*** Data for the task ***

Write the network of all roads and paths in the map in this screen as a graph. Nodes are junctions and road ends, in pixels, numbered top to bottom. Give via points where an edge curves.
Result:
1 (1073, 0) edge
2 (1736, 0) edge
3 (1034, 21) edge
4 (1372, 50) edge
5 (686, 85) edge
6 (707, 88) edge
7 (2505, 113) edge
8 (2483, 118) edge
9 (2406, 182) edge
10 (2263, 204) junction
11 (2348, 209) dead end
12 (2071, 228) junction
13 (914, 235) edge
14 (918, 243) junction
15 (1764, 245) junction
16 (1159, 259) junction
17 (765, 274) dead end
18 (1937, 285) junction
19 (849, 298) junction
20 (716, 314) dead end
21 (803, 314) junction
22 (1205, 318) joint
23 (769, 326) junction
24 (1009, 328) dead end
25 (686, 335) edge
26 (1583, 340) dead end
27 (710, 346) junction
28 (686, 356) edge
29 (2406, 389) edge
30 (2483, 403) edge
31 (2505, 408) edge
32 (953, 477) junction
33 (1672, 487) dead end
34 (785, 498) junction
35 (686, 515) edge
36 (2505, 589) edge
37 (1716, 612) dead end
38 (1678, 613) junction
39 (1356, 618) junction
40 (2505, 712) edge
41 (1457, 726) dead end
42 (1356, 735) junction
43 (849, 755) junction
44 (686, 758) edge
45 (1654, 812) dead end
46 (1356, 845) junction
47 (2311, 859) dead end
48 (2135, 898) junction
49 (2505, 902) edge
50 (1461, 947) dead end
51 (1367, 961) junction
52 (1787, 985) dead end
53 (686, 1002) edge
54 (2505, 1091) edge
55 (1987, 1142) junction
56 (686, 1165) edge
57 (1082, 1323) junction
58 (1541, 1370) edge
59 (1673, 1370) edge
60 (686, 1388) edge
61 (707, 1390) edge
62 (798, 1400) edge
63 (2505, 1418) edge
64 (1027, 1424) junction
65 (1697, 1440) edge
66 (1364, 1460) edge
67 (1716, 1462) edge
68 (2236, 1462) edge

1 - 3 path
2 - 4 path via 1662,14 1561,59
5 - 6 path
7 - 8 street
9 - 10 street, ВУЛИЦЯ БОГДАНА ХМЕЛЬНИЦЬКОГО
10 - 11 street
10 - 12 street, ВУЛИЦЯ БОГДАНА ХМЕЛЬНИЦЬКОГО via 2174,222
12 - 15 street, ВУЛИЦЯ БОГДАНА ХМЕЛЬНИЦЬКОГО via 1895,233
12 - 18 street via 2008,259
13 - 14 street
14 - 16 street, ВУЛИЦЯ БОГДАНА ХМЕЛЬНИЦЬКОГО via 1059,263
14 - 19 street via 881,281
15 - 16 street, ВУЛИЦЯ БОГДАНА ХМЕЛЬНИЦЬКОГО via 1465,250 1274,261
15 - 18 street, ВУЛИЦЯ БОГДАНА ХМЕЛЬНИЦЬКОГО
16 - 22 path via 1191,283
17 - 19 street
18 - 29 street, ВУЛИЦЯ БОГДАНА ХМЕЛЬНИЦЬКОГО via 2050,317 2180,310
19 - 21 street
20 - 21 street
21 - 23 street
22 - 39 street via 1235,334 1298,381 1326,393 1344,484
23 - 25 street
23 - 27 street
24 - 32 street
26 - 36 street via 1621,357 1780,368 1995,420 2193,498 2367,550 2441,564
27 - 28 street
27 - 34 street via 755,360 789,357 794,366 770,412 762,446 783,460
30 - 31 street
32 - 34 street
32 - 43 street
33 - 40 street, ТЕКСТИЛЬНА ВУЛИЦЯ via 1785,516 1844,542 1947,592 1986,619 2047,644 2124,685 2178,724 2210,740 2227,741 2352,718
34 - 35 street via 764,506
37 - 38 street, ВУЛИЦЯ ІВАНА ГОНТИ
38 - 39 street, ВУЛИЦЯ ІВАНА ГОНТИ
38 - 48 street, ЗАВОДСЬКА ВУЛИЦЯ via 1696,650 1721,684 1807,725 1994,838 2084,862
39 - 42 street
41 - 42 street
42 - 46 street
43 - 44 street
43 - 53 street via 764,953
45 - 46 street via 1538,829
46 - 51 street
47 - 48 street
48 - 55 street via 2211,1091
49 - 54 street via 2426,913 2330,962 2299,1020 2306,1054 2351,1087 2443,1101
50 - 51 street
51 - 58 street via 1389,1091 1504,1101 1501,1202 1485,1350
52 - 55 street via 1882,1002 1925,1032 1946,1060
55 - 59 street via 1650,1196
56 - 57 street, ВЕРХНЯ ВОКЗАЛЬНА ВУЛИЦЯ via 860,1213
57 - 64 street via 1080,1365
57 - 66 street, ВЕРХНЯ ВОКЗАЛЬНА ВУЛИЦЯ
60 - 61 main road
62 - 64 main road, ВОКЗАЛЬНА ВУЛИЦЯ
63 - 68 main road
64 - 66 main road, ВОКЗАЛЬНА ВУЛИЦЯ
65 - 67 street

*** End of Data for the task ***

» Exercise
In the data above, each line holding "dead" is to be found and copied.

» Completed task
11 (2348, 209) dead end
17 (765, 274) dead end
20 (716, 314) dead end
24 (1009, 328) dead end
26 (1583, 340) dead end
33 (1672, 487) dead end
37 (1716, 612) dead end
41 (1457, 726) dead end
45 (1654, 812) dead end
47 (2311, 859) dead end
50 (1461, 947) dead end
52 (1787, 985) dead end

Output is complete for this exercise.